税金を逃れる経路となって国として成り立たなくなる。富が一か所に集中し他が貧しくなり、分裂が起る。”沿岸部を個人の占有スペースにすることは、国防上非常に危険である”とディドゥ氏はいう。

同じことは既に、レンパン島でも、カリマンタン島でも、スラウェシ島でも起こっている。J元大統領政権の10年間、国家予算、借金までして毎年何百もの国家戦略プログラムをすすめてきたが、その実態はこのPIK2と同じように、一部の資本家の利益になるだけで国には何ももたらしていないということは、もう隠しようのない周知の事実だ。

じつはがっつり中国化だったヒリリサシ政策

J元大統領が自分の後任を決める大統領選挙にあれほど執拗に介入したのも、このプロジェクトを守るため。しかし現政権にとって、経済効果を生まないどころか政権を揺るがしかねないこれらのプロジェクトはお荷物でしかない。
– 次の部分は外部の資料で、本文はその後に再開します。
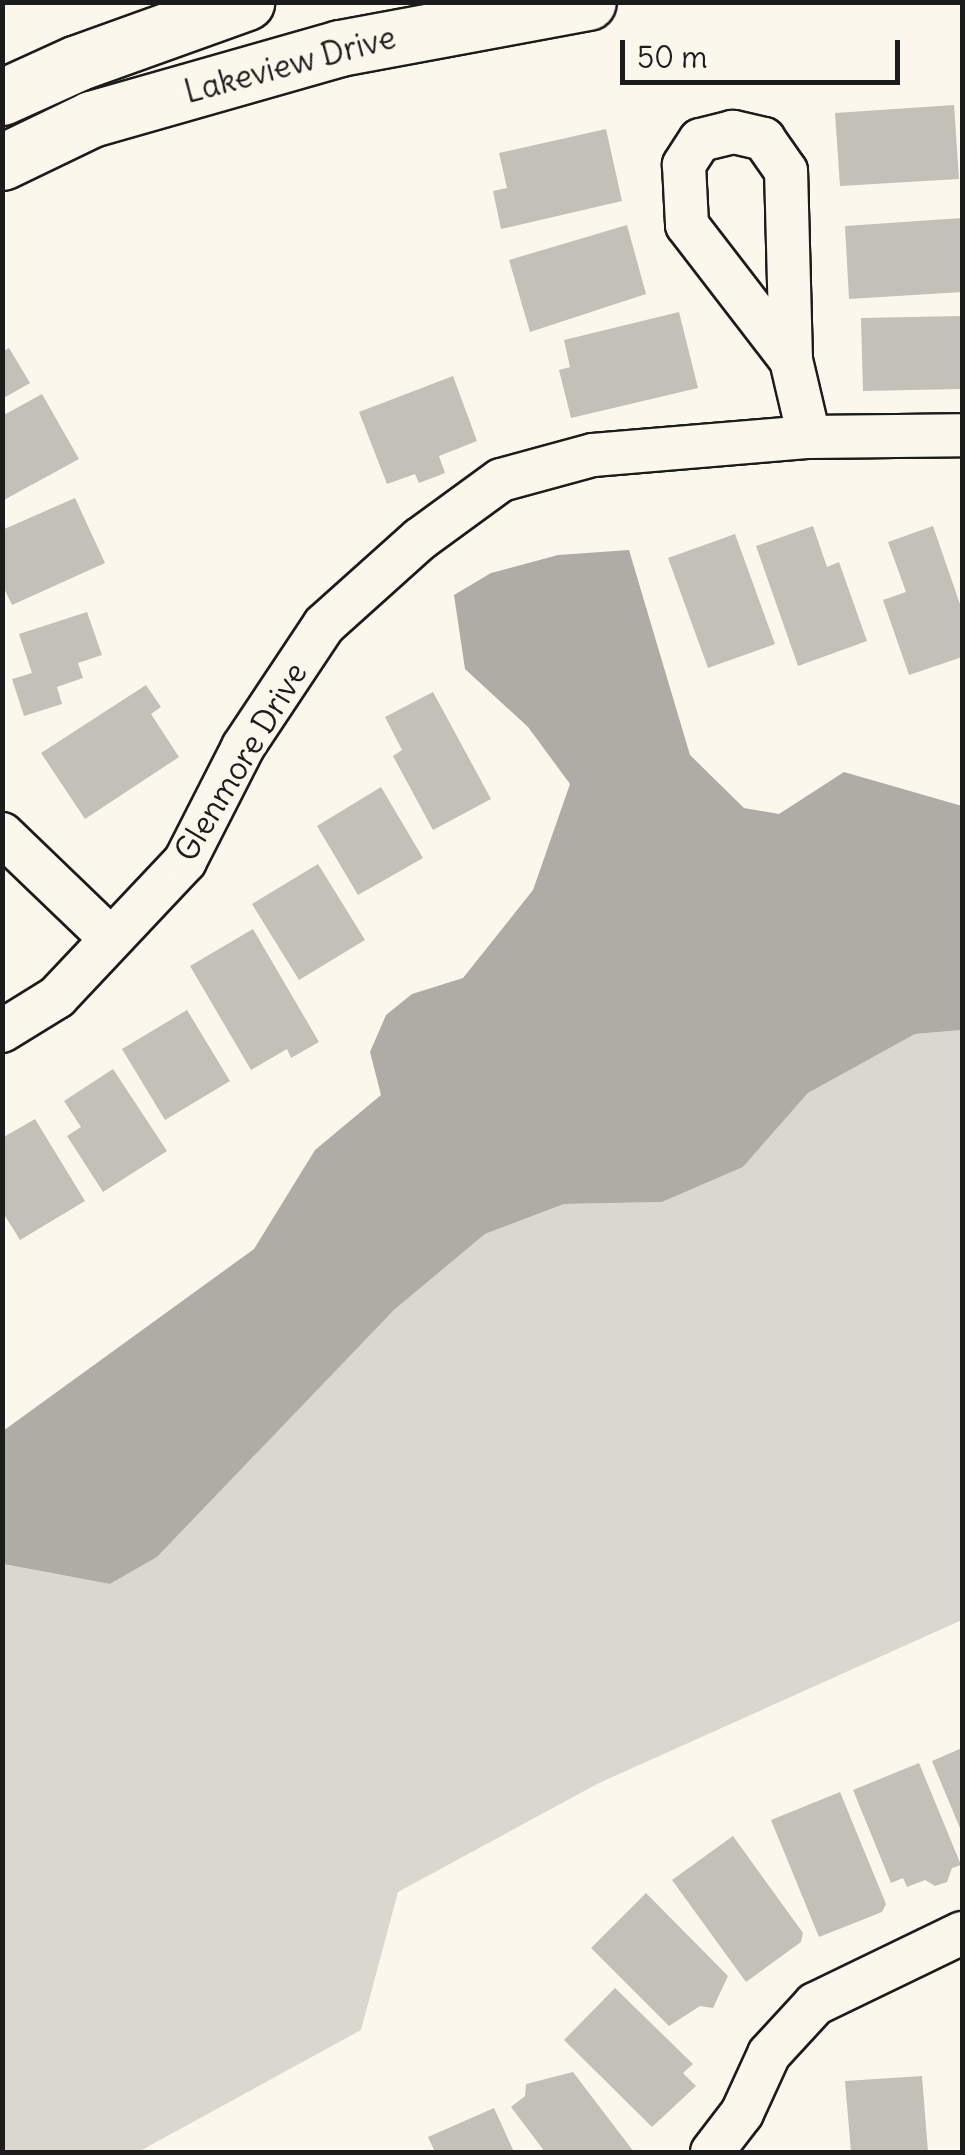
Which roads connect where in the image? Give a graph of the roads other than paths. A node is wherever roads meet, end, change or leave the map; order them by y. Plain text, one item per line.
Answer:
1 (246, 2) edge
2 (588, 2) edge
3 (2, 97) edge
4 (2, 162) edge
5 (790, 360) junction
6 (962, 435) edge
7 (809, 437) junction
8 (2, 834) edge
9 (111, 939) junction
10 (2, 1032) edge
11 (962, 1933) edge
12 (712, 2152) edge

1 - 3 street, Lakeview Drive
2 - 4 street, Lakeview Drive
5 - 5 street
5 - 7 street
6 - 7 street, Glenmore Drive
7 - 9 street, Glenmore Drive
8 - 9 street
9 - 10 street, Glenmore Drive
11 - 12 street

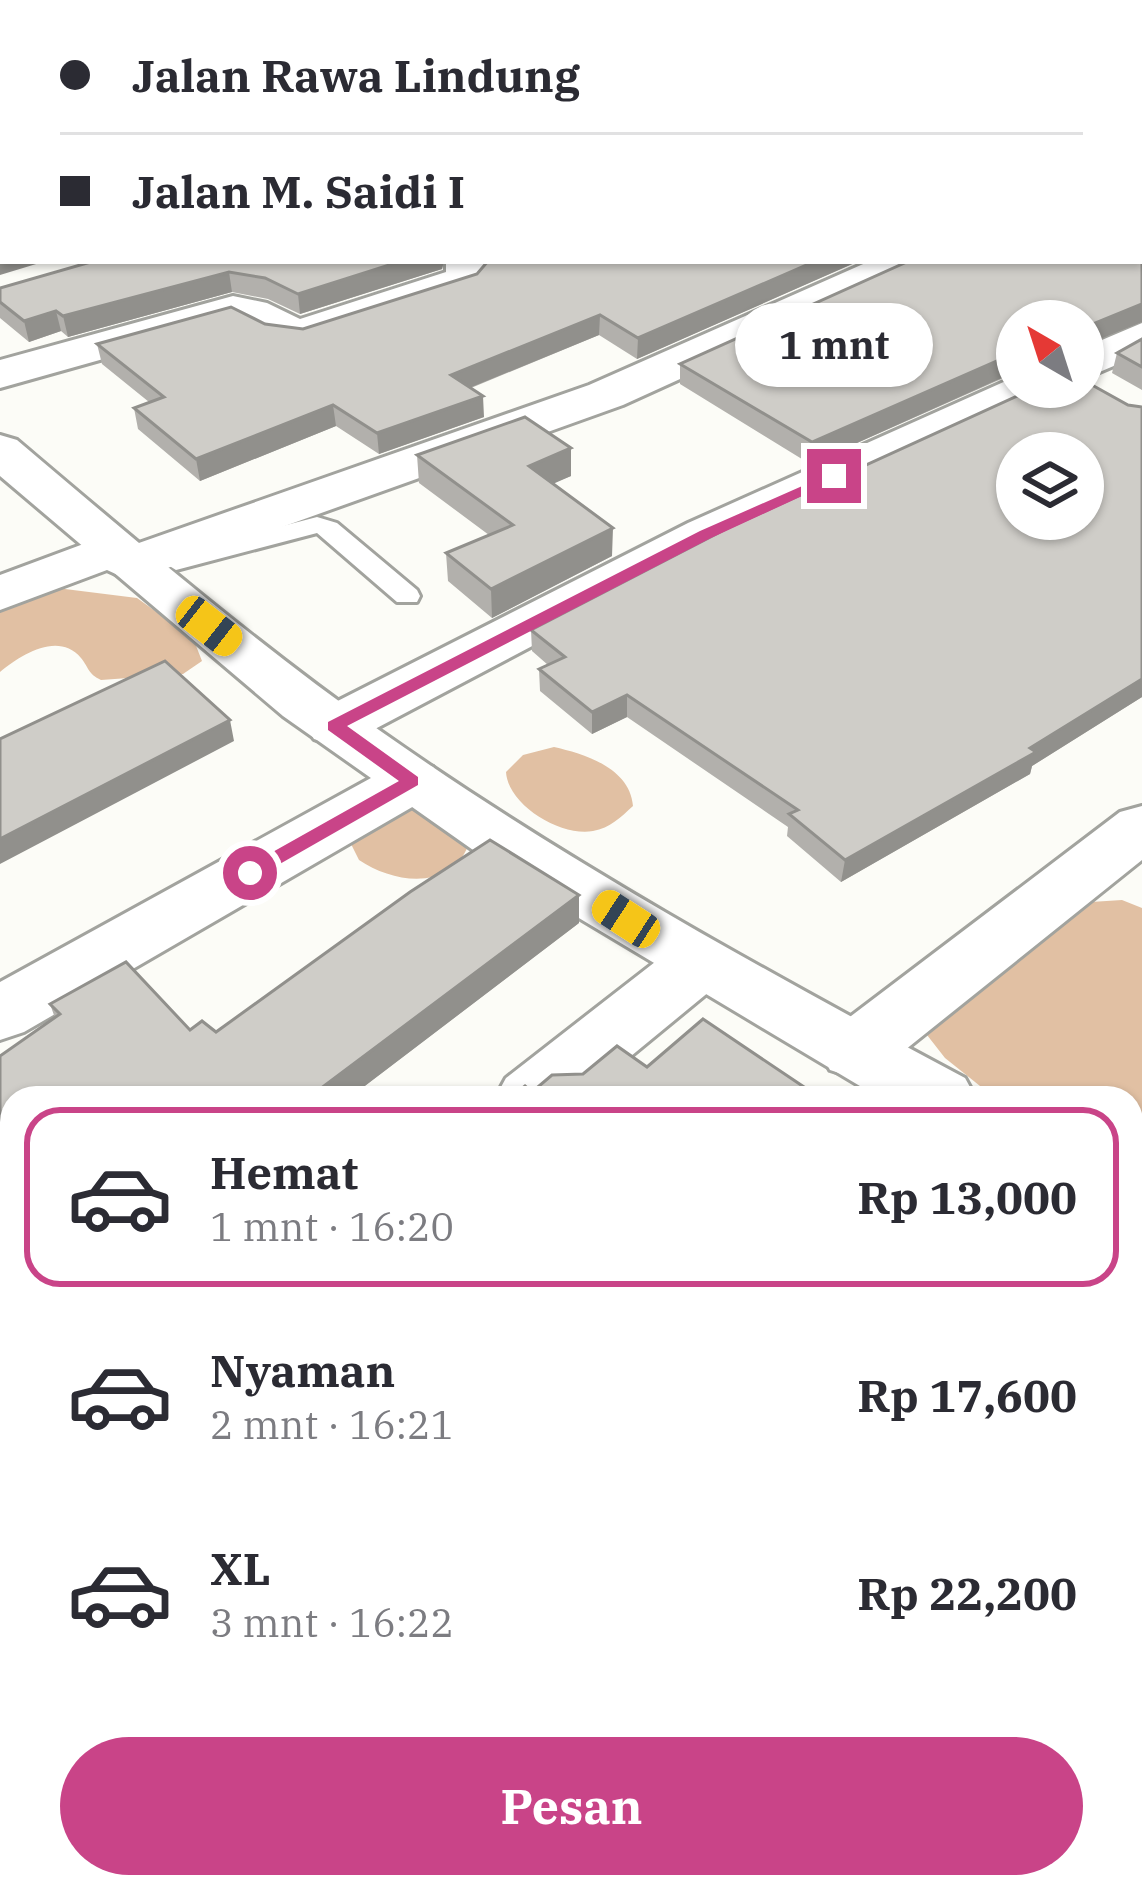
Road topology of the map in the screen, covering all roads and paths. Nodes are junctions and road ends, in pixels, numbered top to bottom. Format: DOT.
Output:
graph roads {
  1 [pos="466,264"];
  2 [pos="896,265"];
  3 [pos="1142,337"];
  4 [pos="1104,355"];
  5 [pos="0,374"];
  6 [pos="996,402"];
  7 [pos="0,450"];
  8 [pos="127,561"];
  9 [pos="0,594"];
  10 [pos="407,596"];
  11 [pos="334,726"];
  12 [pos="412,781"];
  13 [pos="1142,827"];
  14 [pos="697,964"];
  15 [pos="0,1014"];
  16 [pos="855,1051"];
  17 [pos="546,1086"];
  18 [pos="918,1086"];
  1 -- 5 [label="main road"];
  2 -- 8 [label="main road"];
  3 -- 4 [label="main road"];
  6 -- 11 [label="main road"];
  7 -- 8 [label="main road"];
  8 -- 9 [label="main road"];
  8 -- 10 [label="lane"];
  8 -- 11 [label="main road"];
  11 -- 12 [label="main road"];
  12 -- 14 [label="main road"];
  12 -- 15 [label="main road"];
  13 -- 16 [label="main road"];
  14 -- 16 [label="main road"];
  14 -- 17 [label="main road"];
  16 -- 18 [label="main road"];
}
不動産開発を否定するものではないけれど、特別待遇は止めてほしい。土地証書があるのに、土地庁が勝手にデータを変えてしまうことができるだなんて怖すぎる。

ジャカルタという都市も元々は小さな漁村で、東インド会社が貿易の拠点にする目的で、全オランダ式で、オランダ人だけのための街として築かれたものだった...歴史が繰り返されないことを祈る。

じつはこのPIK2では、陸地の土地問題だけでなくて、海上においても、今まで聞いたことのないような手の込んだ収奪未遂事件が発覚している。さらにこの開発業者は新首都ヌサンタラとも関係してくるのだが、順を追ってまた別に書く。